A work inspired by the brutalist architecture of Owen Luder claims the A4 Quartet Composition prize.
A work inspired by the buildings designed by renowned British ‘brutalist’ architect Owen Luder has won the 2022 A4 Brass Quartet Composition Competition.
‘Luder’s Dreams of a Castle’ by Matthew Sergeant took the £500 first prize and will now be performed by the award-winning ensemble in performances to mark their 10th anniversary.
The RNCM graduate is Reader in Music at Bath Spa University and has already gained widespread acclaim for his compositions which have been performed internationally on concert and festival platforms by ensembles including the London Symphony Orchestra and BBC Concert Orchestra, the Divertimento Ensemble (Italy), and the Nieuw Ensemble (Netherlands).

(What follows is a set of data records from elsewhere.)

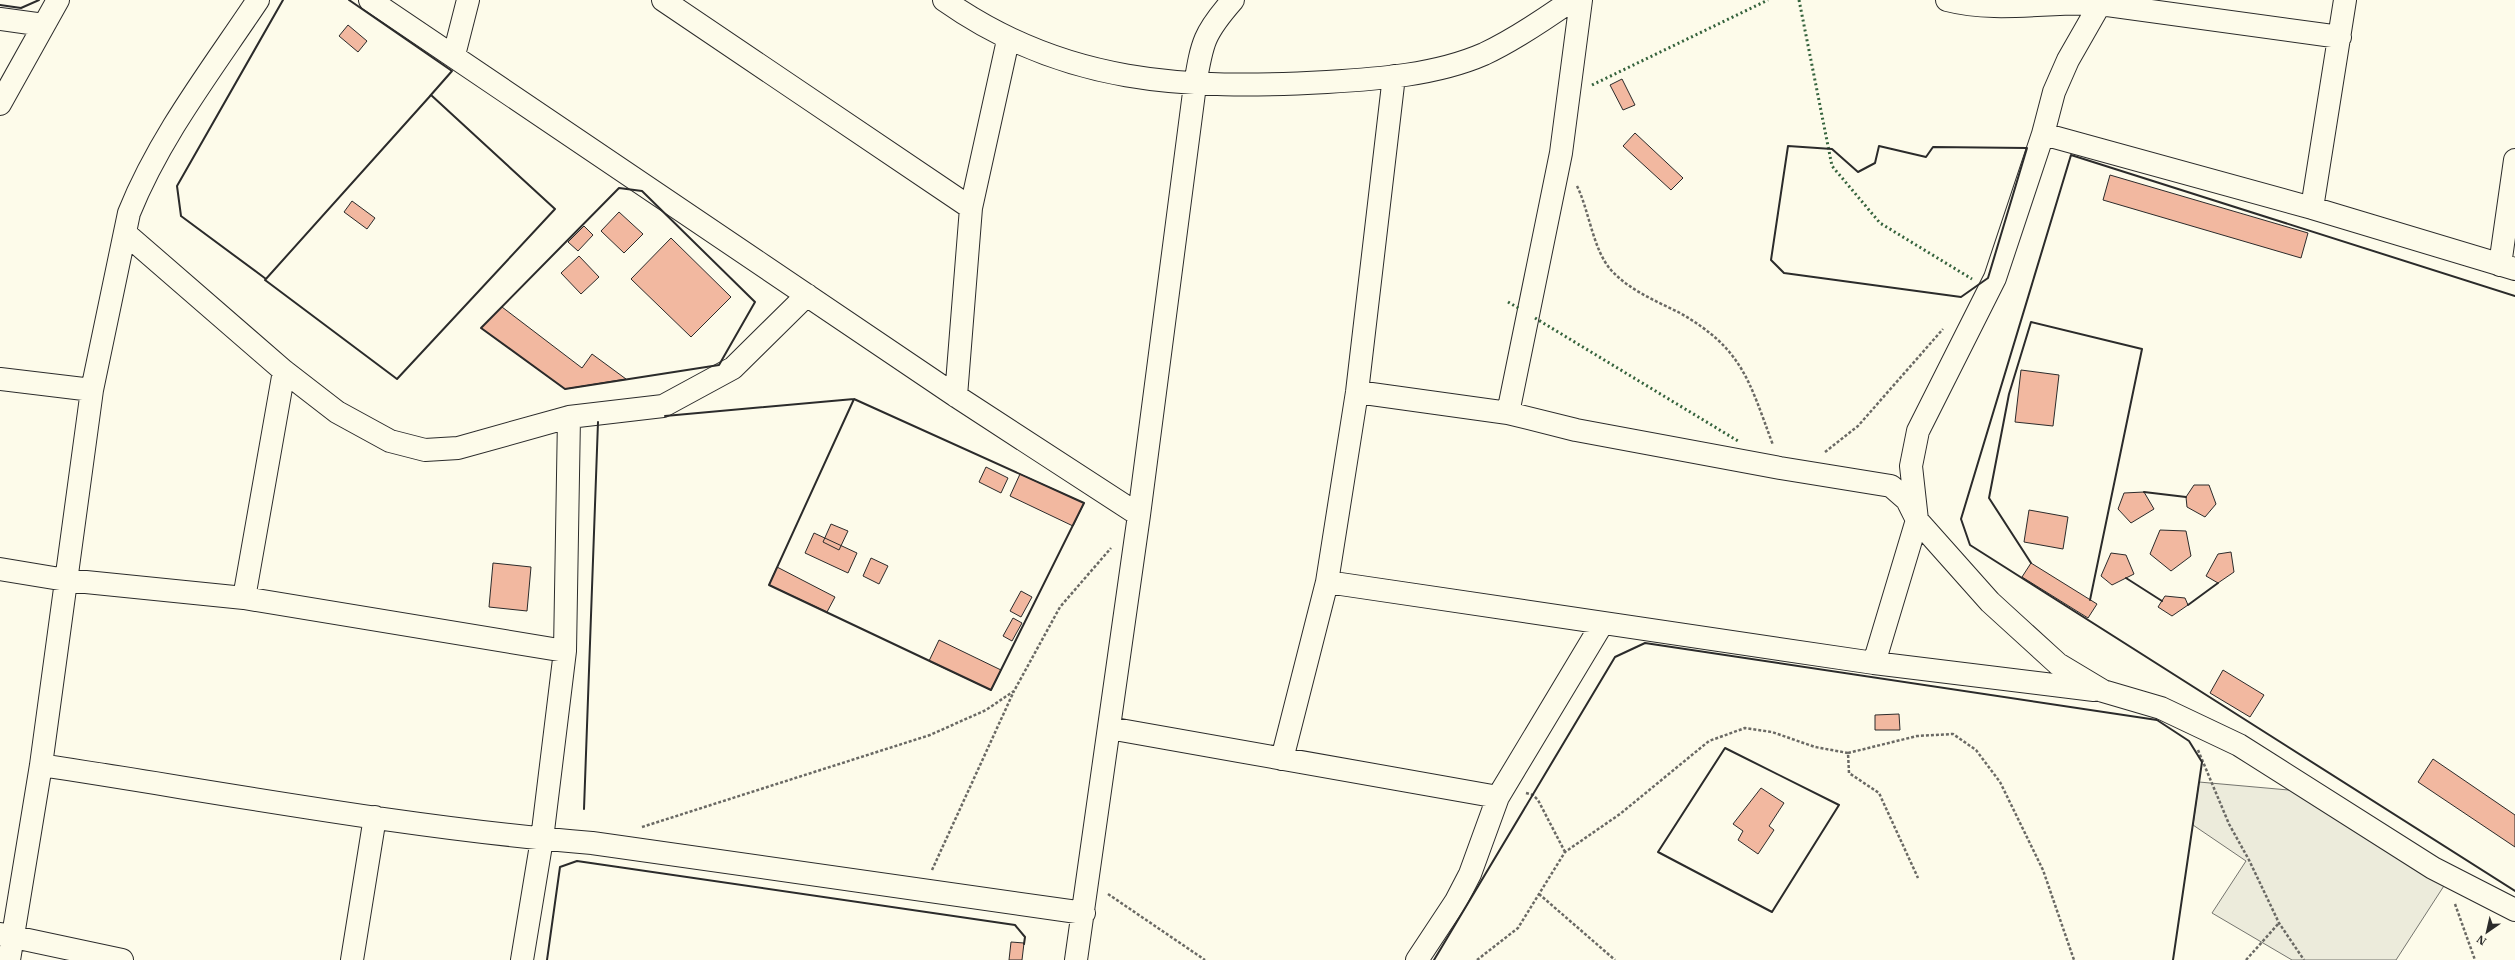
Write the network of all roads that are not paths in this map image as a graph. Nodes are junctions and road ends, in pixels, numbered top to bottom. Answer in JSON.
{"nodes":[{"id":1,"x":58,"y":0,"type":"edge"},
{"id":2,"x":258,"y":0,"type":"edge"},
{"id":3,"x":370,"y":0,"type":"edge"},
{"id":4,"x":468,"y":0,"type":"edge"},
{"id":5,"x":663,"y":0,"type":"edge"},
{"id":6,"x":944,"y":0,"type":"edge"},
{"id":7,"x":1233,"y":0,"type":"edge"},
{"id":8,"x":1572,"y":0,"type":"edge"},
{"id":9,"x":1581,"y":0,"type":"edge"},
{"id":10,"x":1947,"y":0,"type":"edge"},
{"id":11,"x":2345,"y":0,"type":"edge"},
{"id":12,"x":2100,"y":4,"type":"junction"},
{"id":13,"x":0,"y":19,"type":"edge"},
{"id":14,"x":44,"y":25,"type":"junction"},
{"id":15,"x":2340,"y":37,"type":"junction"},
{"id":16,"x":1008,"y":40,"type":"junction"},
{"id":17,"x":454,"y":55,"type":"junction"},
{"id":18,"x":1394,"y":76,"type":"junction"},
{"id":19,"x":1195,"y":85,"type":"junction"},
{"id":20,"x":0,"y":104,"type":"edge"},
{"id":21,"x":2043,"y":134,"type":"junction"},
{"id":22,"x":2515,"y":160,"type":"edge"},
{"id":23,"x":971,"y":208,"type":"junction"},
{"id":24,"x":2312,"y":208,"type":"junction"},
{"id":25,"x":125,"y":233,"type":"junction"},
{"id":26,"x":2508,"y":267,"type":"edge"},
{"id":27,"x":807,"y":295,"type":"junction"},
{"id":28,"x":284,"y":371,"type":"junction"},
{"id":29,"x":0,"y":379,"type":"edge"},
{"id":30,"x":92,"y":390,"type":"junction"},
{"id":31,"x":1357,"y":392,"type":"junction"},
{"id":32,"x":956,"y":396,"type":"junction"},
{"id":33,"x":1508,"y":413,"type":"junction"},
{"id":34,"x":569,"y":417,"type":"junction"},
{"id":35,"x":1139,"y":515,"type":"junction"},
{"id":36,"x":1917,"y":520,"type":"junction"},
{"id":37,"x":0,"y":569,"type":"edge"},
{"id":38,"x":66,"y":580,"type":"junction"},
{"id":39,"x":1327,"y":582,"type":"junction"},
{"id":40,"x":244,"y":598,"type":"junction"},
{"id":41,"x":1602,"y":624,"type":"junction"},
{"id":42,"x":565,"y":651,"type":"junction"},
{"id":43,"x":1874,"y":663,"type":"junction"},
{"id":44,"x":2103,"y":691,"type":"junction"},
{"id":45,"x":1109,"y":728,"type":"junction"},
{"id":46,"x":1282,"y":759,"type":"junction"},
{"id":47,"x":41,"y":765,"type":"junction"},
{"id":48,"x":1498,"y":798,"type":"junction"},
{"id":49,"x":375,"y":817,"type":"junction"},
{"id":50,"x":542,"y":839,"type":"junction"},
{"id":51,"x":2515,"y":910,"type":"edge"},
{"id":52,"x":1084,"y":913,"type":"junction"},
{"id":53,"x":6,"y":935,"type":"edge"},
{"id":54,"x":9,"y":960,"type":"edge"},
{"id":55,"x":122,"y":960,"type":"edge"},
{"id":56,"x":352,"y":960,"type":"edge"},
{"id":57,"x":522,"y":960,"type":"edge"},
{"id":58,"x":1076,"y":960,"type":"edge"},
{"id":59,"x":1417,"y":960,"type":"edge"}],
"edges":[{"from":1,"to":14,"type":"street"},
{"from":2,"to":25,"type":"street"},
{"from":3,"to":17,"type":"street"},
{"from":4,"to":17,"type":"street"},
{"from":5,"to":23,"type":"street"},
{"from":6,"to":16,"type":"street"},
{"from":7,"to":19,"type":"street"},
{"from":8,"to":18,"type":"street"},
{"from":9,"to":33,"type":"street"},
{"from":10,"to":12,"type":"street"},
{"from":11,"to":15,"type":"street"},
{"from":12,"to":15,"type":"street"},
{"from":12,"to":21,"type":"street"},
{"from":13,"to":14,"type":"street"},
{"from":14,"to":20,"type":"street"},
{"from":15,"to":24,"type":"street"},
{"from":16,"to":19,"type":"street"},
{"from":16,"to":23,"type":"street"},
{"from":17,"to":27,"type":"street"},
{"from":18,"to":19,"type":"street"},
{"from":18,"to":31,"type":"street"},
{"from":19,"to":35,"type":"street"},
{"from":21,"to":24,"type":"street"},
{"from":21,"to":36,"type":"street"},
{"from":22,"to":26,"type":"street"},
{"from":23,"to":32,"type":"street"},
{"from":24,"to":26,"type":"street"},
{"from":25,"to":28,"type":"street"},
{"from":25,"to":30,"type":"street"},
{"from":27,"to":32,"type":"street"},
{"from":27,"to":34,"type":"street"},
{"from":28,"to":34,"type":"street"},
{"from":28,"to":40,"type":"street"},
{"from":29,"to":30,"type":"street"},
{"from":30,"to":38,"type":"street"},
{"from":31,"to":33,"type":"street"},
{"from":31,"to":39,"type":"street"},
{"from":32,"to":35,"type":"street"},
{"from":33,"to":36,"type":"street"},
{"from":34,"to":42,"type":"street"},
{"from":35,"to":45,"type":"street"},
{"from":36,"to":43,"type":"street"},
{"from":36,"to":44,"type":"street"},
{"from":37,"to":38,"type":"street"},
{"from":38,"to":40,"type":"street"},
{"from":38,"to":47,"type":"street"},
{"from":39,"to":41,"type":"street"},
{"from":39,"to":46,"type":"street"},
{"from":40,"to":42,"type":"street"},
{"from":41,"to":43,"type":"street"},
{"from":41,"to":48,"type":"street"},
{"from":42,"to":50,"type":"street"},
{"from":43,"to":44,"type":"street"},
{"from":44,"to":51,"type":"street"},
{"from":45,"to":46,"type":"street"},
{"from":45,"to":52,"type":"street"},
{"from":46,"to":48,"type":"street"},
{"from":47,"to":49,"type":"street"},
{"from":47,"to":53,"type":"street"},
{"from":48,"to":59,"type":"street"},
{"from":49,"to":50,"type":"street"},
{"from":49,"to":56,"type":"street"},
{"from":50,"to":52,"type":"street"},
{"from":50,"to":57,"type":"street"},
{"from":52,"to":58,"type":"street"},
{"from":53,"to":54,"type":"street"},
{"from":53,"to":55,"type":"street"}]}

Owen Luder was a British architect who was particularly renowned for his controversial buildings of the 1960s — the brutalist style that included the Tricorn Centre in Portsmouth, Derwent Tower in Gateshead and Trinity Square in Gateshead, whose multi-storey car park featured in the film iconic British film ‘Get Carter’.
Speaking about the work he said: “Luder was particularly renowned for his buildings expressed in angular and uncompromising concrete shapes — often resembling futuristic castles.
Although not always successful or popular, Luder’s architecture was driven by utopian ideas; a personal wish to make the living and working conditions of ordinary people better. The piece presents images of both the shocking angular forms of Luder’s architecture alongside his hopes and wishes for a better world. As such, in a sense, these are Luder’s dreams of a castle.”
Owen Luder was a British architect who was particularly renowned for his controversial buildings of the 1960s4BR
Runner-up and Under 24 winner
Runner-up from a record field of entrants was Robert Ely for his one movement work ‘Four Play’ inspired by thematic ideas of a classic scherzo.
The Under 24 Award was won by Naomi Hill, a baritone and euphonium player currently studying at the University of Huddersfield.
Her work, ‘As We Dwell’ is inspired my what she called “melodic conversations”that provide “a sense of space and serenity”- as if dwelling in the “calmness of the music”.
The other finalists were Joe Galuszka (‘Ukraine2022’); Harry Weir (‘Music in Four Parts’) and Akira Shoji (‘Sonatina’).